The point of Title III was to make crowdfunding possible for non-accredited investors. For the most part, despite the passage of the JOBS Act three years ago, these individuals have been largely left out of the benefits, though they can still go through accredited investors if they like. Compared to the avenue represented by Title III, though, this is far from ideal.

There’s no telling when Title III will finally be a reality though. Many who have been optimistic since the passing of the JOBS Act are getting more acquainted with the idea that the SEC will simply continue to drag their feet until they see how Title IV rolls out.

While there are arguments to be made regarding Title III (some believe it unnecessary; some believe it will actually do more harm than good), many states aren’t waiting on the SEC. Below is an update on four states that are making their own rules regarding intrastate crowdfunding.

Minnesota

Several Minnesotan senators put forth a bill back in January, SF 138 (as well as HF328, a related House bill) in an effort to make crowdfunding a reality in the Land of 10,000 Lakes. Although politicians presented it, the real push comes from MNVest, a grassroots campaign made up of entrepreneurs, trade groups, business leaders and others, most notably, Zachary J. Robins, Esq.

This bill really pushes the envelope too, which could make Minnesota one of the most important states to watch when it comes to crowdfunding, real estate or otherwise. If MNVest passes, it would allow companies to seek funding up to $5,000,000 as long as they first provided financial information that was independently audited. Otherwise, they would be capped at $2,000,000.

In most enacted states, those limits sit at $2,000,000 and $1,000,000, so this is an aggressive measure to give Minnesota businesses an upper hand. Furthermore, whereas most states will only let unaccredited investors put up $5,000, MN would once again double that to $10,000,000.

The MNVest bill still has a long way to go though. For one thing, the Commissioner of the Minnesota Department of Commerce, Mike Rothman, issued a letter to Senator Bonoff outlining a number of his concerns. Specifically, these were that the limits were too high and that the bill didn’t come with any means for disqualifying “bad actors” from participating.

Arizona

Earlier this year, Arizona joined other states in proposing intrastate crowdfunding regulations thanks to actions be Senator David Farnsworth and Representative Jeff Weninger. Senate bill SB1450 (and its related bill in the House, HB2591) would be very similar to others passed in states throughout the country.

Issuers could source up to $2,500,000 if they first went through an independent, GAAP-based audit of their financials.
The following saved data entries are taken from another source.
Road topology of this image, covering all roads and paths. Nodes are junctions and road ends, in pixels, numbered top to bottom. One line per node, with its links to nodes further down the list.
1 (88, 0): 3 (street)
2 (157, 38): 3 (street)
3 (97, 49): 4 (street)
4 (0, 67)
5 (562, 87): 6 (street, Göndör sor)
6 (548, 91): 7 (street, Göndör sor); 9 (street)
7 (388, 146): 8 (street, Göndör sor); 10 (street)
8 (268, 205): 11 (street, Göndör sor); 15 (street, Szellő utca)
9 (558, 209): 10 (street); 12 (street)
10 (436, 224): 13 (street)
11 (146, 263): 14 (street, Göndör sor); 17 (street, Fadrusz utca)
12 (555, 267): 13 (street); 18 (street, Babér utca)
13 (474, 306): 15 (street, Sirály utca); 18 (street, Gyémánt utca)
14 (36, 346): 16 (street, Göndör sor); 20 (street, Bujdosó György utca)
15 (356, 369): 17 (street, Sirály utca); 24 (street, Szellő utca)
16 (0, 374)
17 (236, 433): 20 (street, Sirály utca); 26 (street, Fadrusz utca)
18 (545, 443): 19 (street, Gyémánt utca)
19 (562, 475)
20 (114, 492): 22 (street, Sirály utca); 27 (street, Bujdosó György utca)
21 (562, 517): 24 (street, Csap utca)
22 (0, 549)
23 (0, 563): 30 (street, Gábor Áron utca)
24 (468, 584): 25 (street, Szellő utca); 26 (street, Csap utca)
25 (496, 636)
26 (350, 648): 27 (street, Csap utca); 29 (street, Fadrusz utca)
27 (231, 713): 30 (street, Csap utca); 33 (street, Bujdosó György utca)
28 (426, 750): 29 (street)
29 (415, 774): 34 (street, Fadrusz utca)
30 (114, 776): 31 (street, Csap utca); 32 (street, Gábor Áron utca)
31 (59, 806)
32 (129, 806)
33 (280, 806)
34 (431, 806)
Otherwise, the cap would be $1,000,000. Just like in MN, though, non-accredited investors could put forth as much as $10,000.

One unique element of the Arizona bill, though, would be the express right of any investor to withdraw their funds upon notifying the issuer. Obviously, certain stipulations apply.
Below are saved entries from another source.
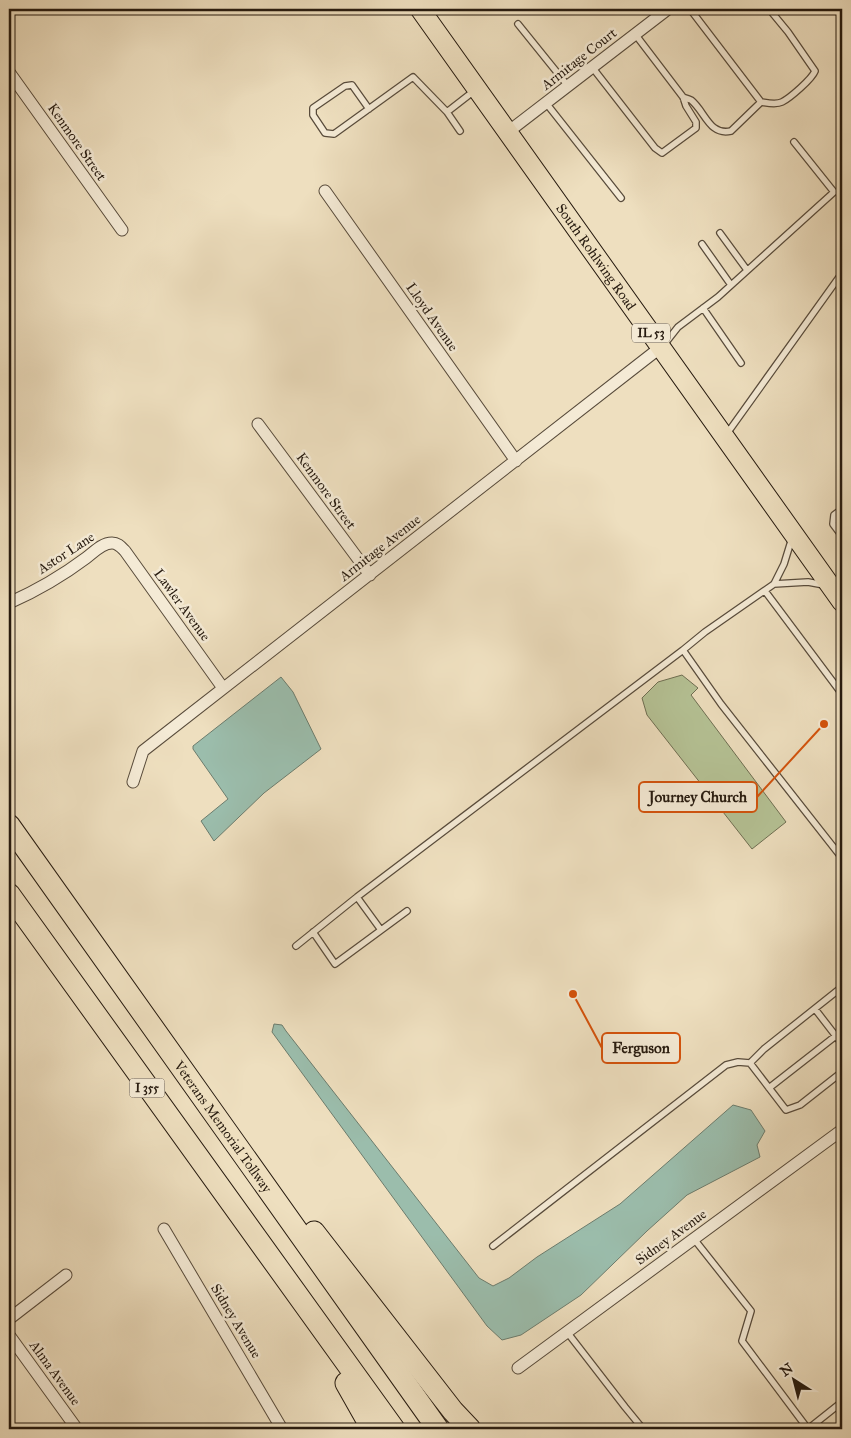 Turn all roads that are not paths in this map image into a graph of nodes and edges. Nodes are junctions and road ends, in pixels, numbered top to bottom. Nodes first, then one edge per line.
1 (420, 9) edge
2 (668, 9) edge
3 (690, 9) edge
4 (769, 9) edge
5 (838, 9) edge
6 (842, 13) edge
7 (518, 24) dead end
8 (635, 34) junction
9 (592, 68) junction
10 (9, 72) edge
11 (568, 86) junction
12 (477, 88) junction
13 (683, 97) junction
14 (761, 102) junction
15 (546, 103) junction
16 (368, 109) junction
17 (447, 112) junction
18 (460, 130) dead end
19 (508, 132) junction
20 (794, 142) dead end
21 (325, 190) dead end
22 (621, 198) dead end
23 (122, 230) dead end
24 (720, 233) dead end
25 (702, 244) dead end
26 (747, 270) junction
27 (842, 273) edge
28 (731, 285) junction
29 (703, 308) junction
30 (661, 348) junction
31 (741, 363) dead end
32 (258, 424) dead end
33 (725, 437) junction
34 (516, 461) junction
35 (842, 509) edge
36 (793, 533) junction
37 (842, 536) edge
38 (114, 543) joint
39 (370, 575) junction
40 (774, 584) junction
41 (830, 586) junction
42 (765, 591) junction
43 (842, 602) edge
44 (9, 603) edge
45 (683, 650) junction
46 (223, 688) junction
47 (842, 694) edge
48 (134, 782) dead end
49 (9, 825) edge
50 (842, 858) edge
51 (9, 894) edge
52 (357, 897) junction
53 (407, 911) dead end
54 (381, 930) junction
55 (313, 932) junction
56 (296, 946) dead end
57 (842, 987) edge
58 (815, 1009) junction
59 (842, 1030) edge
60 (836, 1035) junction
61 (842, 1044) edge
62 (750, 1063) junction
63 (842, 1072) edge
64 (190, 1081) junction
65 (769, 1088) junction
66 (842, 1130) edge
67 (164, 1229) dead end
68 (694, 1238) junction
69 (493, 1246) dead end
70 (66, 1275) dead end
71 (288, 1281) junction
72 (9, 1320) edge
73 (567, 1332) junction
74 (9, 1335) edge
75 (518, 1368) dead end
76 (842, 1402) edge
77 (77, 1429) edge
78 (282, 1429) edge
79 (372, 1429) edge
80 (394, 1429) edge
81 (438, 1429) edge
82 (470, 1429) edge
83 (643, 1429) edge

1 - 12 main road, South Rohlwing Road / IL 53
2 - 8 street, Armitage Court
3 - 14 lane
4 - 14 lane
5 - 6 lane
7 - 11 lane
8 - 9 street, Armitage Court
8 - 13 lane
9 - 11 street, Armitage Court
9 - 13 lane
10 - 23 street, Kenmore Street
11 - 15 street, Armitage Court
12 - 17 lane
12 - 19 main road, South Rohlwing Road / IL 53
13 - 14 lane
15 - 19 street, Armitage Court
15 - 22 lane
16 - 16 lane
16 - 17 lane
17 - 18 lane
19 - 30 main road, South Rohlwing Road / IL 53
20 - 26 lane
21 - 34 street, Lloyd Avenue
24 - 26 lane
25 - 28 lane
26 - 28 lane
27 - 33 lane
28 - 29 lane
29 - 30 lane
29 - 31 lane
30 - 33 main road, South Rohlwing Road / IL 53
30 - 34 street, Armitage Avenue
32 - 39 street, Kenmore Street
33 - 36 main road, South Rohlwing Road / IL 53
34 - 39 street, Armitage Avenue
35 - 37 lane
36 - 40 lane
36 - 41 main road, South Rohlwing Road / IL 53
38 - 44 street, Astor Lane
38 - 46 street, Lawler Avenue
39 - 46 street, Armitage Avenue
40 - 41 lane
40 - 42 lane
41 - 43 main road, South Rohlwing Road / IL 53
42 - 45 lane
42 - 47 lane
45 - 50 lane
45 - 52 lane
46 - 48 street, Armitage Avenue
49 - 64 highway, Veterans Memorial Tollway / I 355
51 - 71 highway, I 355
52 - 54 lane
52 - 55 lane
53 - 54 lane
54 - 55 lane
55 - 56 lane
57 - 58 lane
58 - 60 lane
58 - 62 lane
59 - 60 lane
60 - 61 lane
60 - 65 lane
62 - 65 lane
62 - 69 lane
63 - 65 lane
64 - 81 highway, Veterans Memorial Tollway / I 355
64 - 82 highway
66 - 68 street, Sidney Avenue
67 - 78 street, Sidney Avenue
68 - 73 street, Sidney Avenue
68 - 76 lane
70 - 72 street
71 - 79 highway
71 - 80 highway, I 355
73 - 75 street, Sidney Avenue
73 - 83 lane
74 - 77 street, Alma Avenue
The main thrust of support for this bill comes from the Arizona Small Business Association (ASBA), which helped draft the earliest version. If passed, oversight of the legislation would fall to the Arizona Corporate Commission. At this time, the commissioner has not come out for the bill or even so much as commented on it, though, so it’s tough to predict which way this one will go.

District of Columbia

While not technically a state, Washington, D.C. functions as one in many important regards, one of which is passing bills. Back in November of 2014, the Department of Insurance, Securities and Banking (DISB), produced a set of rules they proposed for the creation of a D.C. Intrastate Exemption. Impressively, the rules were passed within just one month. Then, in February, the DISB officially authorized the first investment offering to be made through crowdfunding under the D.C. Intrastate Exemption.

Colorado

Late last year, Colorado Representative, Pete Lee, submitted a draft to the House of Representatives of his crowdfunding bill. Once again, the rules in this draft are very similar to those found in other such bills around the country. Issuers who allow an audit can raise up to $2,000,000, while those who don’t have to stop at $1,000,000 and the maximum amount allowed to any non-accredited investor is $10,000.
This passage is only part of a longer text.